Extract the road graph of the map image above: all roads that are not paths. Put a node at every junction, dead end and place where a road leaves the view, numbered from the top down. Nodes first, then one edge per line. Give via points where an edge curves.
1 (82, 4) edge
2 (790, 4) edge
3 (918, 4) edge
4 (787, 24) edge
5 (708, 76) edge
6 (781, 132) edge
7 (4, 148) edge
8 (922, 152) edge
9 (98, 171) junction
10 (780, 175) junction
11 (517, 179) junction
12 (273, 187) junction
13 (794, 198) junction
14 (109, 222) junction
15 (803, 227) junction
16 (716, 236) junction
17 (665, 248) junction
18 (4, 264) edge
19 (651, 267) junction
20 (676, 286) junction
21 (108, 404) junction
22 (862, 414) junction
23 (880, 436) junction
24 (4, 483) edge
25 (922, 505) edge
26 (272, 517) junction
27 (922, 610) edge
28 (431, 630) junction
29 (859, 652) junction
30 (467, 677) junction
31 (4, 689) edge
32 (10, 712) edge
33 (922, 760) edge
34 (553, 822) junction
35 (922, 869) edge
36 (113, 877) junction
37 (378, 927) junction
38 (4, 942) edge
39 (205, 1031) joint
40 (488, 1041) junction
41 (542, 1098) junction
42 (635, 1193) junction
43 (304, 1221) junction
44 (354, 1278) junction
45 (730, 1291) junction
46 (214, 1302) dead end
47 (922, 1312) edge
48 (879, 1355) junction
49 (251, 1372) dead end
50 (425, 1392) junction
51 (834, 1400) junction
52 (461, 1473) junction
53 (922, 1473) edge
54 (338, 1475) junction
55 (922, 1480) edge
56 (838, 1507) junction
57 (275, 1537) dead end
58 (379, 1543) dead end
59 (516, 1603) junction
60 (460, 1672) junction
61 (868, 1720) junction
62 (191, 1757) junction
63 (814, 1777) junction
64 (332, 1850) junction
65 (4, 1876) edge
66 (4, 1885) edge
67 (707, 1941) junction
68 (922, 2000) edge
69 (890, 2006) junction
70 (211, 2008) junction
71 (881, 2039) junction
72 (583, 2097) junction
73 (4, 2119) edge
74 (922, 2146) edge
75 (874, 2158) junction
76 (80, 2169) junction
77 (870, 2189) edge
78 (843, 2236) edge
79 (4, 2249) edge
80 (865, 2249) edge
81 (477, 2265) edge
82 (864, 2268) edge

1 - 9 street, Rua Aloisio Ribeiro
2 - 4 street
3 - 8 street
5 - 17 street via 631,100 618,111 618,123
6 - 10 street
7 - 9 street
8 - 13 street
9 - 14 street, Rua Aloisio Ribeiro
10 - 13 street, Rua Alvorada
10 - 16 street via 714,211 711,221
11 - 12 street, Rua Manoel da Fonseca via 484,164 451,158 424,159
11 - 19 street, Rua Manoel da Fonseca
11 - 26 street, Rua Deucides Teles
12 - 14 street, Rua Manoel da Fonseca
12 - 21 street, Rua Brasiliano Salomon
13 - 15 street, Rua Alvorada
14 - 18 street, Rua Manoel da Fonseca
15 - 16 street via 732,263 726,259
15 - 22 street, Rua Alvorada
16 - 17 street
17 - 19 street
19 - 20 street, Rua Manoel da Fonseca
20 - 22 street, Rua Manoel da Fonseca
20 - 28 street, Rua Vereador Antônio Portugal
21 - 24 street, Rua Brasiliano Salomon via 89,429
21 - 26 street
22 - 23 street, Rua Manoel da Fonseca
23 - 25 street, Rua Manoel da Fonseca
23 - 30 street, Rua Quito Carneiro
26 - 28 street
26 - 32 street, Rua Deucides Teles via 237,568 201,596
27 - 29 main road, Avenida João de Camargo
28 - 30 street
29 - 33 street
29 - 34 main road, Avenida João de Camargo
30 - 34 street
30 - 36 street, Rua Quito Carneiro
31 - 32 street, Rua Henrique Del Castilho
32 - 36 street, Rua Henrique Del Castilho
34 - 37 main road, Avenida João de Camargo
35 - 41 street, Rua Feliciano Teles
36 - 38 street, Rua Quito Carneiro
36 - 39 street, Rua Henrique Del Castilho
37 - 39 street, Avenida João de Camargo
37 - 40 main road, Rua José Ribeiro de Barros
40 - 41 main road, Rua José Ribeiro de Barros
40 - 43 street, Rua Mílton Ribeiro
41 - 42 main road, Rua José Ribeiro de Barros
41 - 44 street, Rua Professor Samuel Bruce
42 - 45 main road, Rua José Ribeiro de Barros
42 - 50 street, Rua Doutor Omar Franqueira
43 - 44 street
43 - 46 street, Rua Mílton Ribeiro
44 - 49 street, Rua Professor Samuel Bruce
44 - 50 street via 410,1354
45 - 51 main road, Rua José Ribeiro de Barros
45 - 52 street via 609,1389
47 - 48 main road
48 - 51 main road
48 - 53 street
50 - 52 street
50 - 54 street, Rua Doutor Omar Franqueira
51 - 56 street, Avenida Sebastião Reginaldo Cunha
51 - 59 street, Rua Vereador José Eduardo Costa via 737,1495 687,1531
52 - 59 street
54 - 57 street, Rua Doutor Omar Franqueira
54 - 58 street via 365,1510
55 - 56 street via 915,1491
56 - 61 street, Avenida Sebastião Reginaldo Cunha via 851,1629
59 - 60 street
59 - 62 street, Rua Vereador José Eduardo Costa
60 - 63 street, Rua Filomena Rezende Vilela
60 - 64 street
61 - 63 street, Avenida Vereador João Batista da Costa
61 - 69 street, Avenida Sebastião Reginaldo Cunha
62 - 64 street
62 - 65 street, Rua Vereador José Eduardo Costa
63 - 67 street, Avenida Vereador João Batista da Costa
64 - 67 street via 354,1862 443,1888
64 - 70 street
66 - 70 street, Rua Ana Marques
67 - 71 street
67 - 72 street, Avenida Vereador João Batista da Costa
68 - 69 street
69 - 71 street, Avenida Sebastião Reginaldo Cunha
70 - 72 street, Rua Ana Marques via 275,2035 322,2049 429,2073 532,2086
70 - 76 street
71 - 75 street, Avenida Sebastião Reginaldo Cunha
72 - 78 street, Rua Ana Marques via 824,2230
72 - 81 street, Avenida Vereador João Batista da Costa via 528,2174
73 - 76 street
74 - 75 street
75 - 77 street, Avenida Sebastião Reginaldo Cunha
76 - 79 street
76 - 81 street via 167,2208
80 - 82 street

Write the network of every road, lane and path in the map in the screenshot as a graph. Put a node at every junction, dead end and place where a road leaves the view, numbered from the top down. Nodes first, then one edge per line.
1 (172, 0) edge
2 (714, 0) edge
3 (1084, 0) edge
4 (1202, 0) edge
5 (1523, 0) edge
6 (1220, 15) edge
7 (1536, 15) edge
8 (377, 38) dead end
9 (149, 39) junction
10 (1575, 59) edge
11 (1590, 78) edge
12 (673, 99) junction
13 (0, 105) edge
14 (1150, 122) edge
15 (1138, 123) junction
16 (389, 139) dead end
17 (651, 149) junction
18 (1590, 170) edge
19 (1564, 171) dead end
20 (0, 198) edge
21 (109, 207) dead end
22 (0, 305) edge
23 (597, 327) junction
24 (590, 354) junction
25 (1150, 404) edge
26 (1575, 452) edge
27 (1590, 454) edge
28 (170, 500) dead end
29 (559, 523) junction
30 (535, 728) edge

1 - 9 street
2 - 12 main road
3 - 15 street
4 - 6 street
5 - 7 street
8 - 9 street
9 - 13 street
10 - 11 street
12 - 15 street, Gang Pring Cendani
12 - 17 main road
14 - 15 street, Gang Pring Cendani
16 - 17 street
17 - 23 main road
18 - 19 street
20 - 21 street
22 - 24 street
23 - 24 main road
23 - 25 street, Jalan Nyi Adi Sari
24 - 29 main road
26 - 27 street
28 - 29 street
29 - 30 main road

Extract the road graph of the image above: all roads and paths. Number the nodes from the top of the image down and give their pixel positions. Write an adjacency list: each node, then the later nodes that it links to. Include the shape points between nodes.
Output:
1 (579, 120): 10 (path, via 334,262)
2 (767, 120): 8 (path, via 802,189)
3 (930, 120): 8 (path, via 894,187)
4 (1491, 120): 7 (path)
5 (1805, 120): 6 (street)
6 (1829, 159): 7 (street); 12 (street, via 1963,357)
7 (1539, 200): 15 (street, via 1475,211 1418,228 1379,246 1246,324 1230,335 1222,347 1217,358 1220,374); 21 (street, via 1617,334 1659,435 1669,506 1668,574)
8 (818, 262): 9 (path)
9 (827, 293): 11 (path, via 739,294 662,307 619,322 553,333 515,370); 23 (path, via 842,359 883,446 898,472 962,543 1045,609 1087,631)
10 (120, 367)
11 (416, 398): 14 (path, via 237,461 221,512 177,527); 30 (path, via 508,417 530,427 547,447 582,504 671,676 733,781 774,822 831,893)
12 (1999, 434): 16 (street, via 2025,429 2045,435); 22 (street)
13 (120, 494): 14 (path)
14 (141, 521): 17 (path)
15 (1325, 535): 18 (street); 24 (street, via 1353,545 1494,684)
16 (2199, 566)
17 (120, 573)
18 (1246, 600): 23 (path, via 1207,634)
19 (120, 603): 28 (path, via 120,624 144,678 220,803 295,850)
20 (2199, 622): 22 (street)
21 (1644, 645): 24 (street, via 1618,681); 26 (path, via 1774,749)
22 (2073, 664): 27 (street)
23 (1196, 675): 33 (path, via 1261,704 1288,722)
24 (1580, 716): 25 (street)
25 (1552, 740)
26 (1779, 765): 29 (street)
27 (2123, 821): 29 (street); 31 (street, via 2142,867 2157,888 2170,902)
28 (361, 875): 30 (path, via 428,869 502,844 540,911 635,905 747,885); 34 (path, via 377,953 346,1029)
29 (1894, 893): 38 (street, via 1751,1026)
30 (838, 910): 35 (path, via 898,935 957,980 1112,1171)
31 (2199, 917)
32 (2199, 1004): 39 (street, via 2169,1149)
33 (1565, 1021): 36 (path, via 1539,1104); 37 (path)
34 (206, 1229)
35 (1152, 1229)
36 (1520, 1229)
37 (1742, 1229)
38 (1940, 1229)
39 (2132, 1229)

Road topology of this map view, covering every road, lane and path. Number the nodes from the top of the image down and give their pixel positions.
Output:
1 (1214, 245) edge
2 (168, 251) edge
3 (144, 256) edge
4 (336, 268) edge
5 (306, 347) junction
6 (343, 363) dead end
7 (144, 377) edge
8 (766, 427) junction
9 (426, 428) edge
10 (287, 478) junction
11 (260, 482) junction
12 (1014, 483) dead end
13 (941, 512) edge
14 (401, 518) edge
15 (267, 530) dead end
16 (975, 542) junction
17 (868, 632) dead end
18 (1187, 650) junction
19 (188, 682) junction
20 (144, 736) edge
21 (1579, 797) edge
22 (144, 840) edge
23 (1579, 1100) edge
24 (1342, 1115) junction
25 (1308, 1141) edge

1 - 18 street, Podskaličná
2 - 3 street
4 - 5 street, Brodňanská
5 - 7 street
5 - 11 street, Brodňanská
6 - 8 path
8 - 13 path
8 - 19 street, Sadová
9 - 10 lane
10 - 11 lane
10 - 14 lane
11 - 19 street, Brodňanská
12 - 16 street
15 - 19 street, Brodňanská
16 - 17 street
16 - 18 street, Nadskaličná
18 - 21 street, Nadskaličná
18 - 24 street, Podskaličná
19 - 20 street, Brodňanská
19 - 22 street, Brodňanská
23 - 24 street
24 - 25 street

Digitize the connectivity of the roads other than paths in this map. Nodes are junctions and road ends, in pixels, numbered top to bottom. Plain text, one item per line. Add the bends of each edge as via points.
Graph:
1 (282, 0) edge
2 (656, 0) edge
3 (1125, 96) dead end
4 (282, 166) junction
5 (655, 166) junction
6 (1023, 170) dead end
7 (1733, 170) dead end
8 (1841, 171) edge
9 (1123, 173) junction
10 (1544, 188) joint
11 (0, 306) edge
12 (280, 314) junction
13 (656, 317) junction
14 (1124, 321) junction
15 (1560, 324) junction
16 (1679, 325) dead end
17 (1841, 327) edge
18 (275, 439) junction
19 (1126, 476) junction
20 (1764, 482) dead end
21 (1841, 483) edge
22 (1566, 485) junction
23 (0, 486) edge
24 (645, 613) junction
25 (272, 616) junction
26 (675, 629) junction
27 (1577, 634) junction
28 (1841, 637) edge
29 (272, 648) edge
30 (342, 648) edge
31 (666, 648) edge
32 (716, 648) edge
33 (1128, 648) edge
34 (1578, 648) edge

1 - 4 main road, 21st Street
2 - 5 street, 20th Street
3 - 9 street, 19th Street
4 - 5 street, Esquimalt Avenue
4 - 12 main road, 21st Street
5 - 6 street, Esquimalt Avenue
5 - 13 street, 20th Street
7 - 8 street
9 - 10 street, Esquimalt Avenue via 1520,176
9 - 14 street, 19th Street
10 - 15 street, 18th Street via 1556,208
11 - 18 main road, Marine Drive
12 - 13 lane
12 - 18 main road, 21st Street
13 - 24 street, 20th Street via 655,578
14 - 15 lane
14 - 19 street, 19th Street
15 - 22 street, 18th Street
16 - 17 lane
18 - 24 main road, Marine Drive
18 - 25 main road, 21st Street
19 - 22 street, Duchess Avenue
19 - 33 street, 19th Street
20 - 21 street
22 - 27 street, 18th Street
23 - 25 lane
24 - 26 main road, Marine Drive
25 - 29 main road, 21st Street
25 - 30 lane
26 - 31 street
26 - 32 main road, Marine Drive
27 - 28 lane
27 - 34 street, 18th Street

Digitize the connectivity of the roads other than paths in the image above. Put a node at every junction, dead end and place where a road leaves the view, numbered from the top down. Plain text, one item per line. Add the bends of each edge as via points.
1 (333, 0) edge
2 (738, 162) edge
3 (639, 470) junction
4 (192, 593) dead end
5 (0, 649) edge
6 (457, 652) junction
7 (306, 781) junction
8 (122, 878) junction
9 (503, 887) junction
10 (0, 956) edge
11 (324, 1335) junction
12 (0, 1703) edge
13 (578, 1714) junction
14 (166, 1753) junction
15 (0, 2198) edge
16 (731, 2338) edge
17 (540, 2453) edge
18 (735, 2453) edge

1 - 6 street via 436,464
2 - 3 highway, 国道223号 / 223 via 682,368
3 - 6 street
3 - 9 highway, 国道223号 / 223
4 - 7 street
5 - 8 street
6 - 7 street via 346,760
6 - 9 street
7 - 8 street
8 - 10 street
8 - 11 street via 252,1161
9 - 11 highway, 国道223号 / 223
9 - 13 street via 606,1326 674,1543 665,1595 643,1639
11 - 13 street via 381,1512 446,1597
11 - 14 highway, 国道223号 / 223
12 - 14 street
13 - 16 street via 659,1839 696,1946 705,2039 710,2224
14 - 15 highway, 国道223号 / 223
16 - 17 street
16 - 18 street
■ ■ ■
= Activity =
Filter the records above down to the lines that hold the string "each".

= Worked solution =
Extract the road graph of the image above: all roads and paths. Number the nodes from the top of the image down and give their pixel positions. Write an adjacency list: each node, then the later nodes that it links to. Include the shape points between nodes.
Digitize the connectivity of the roads other than paths in this map. Nodes are junctions and road ends, in pixels, numbered top to bottom. Plain text, one item per line. Add the bends of each edge as via points.
Digitize the connectivity of the roads other than paths in the image above. Put a node at every junction, dead end and place where a road leaves the view, numbered from the top down. Plain text, one item per line. Add the bends of each edge as via points.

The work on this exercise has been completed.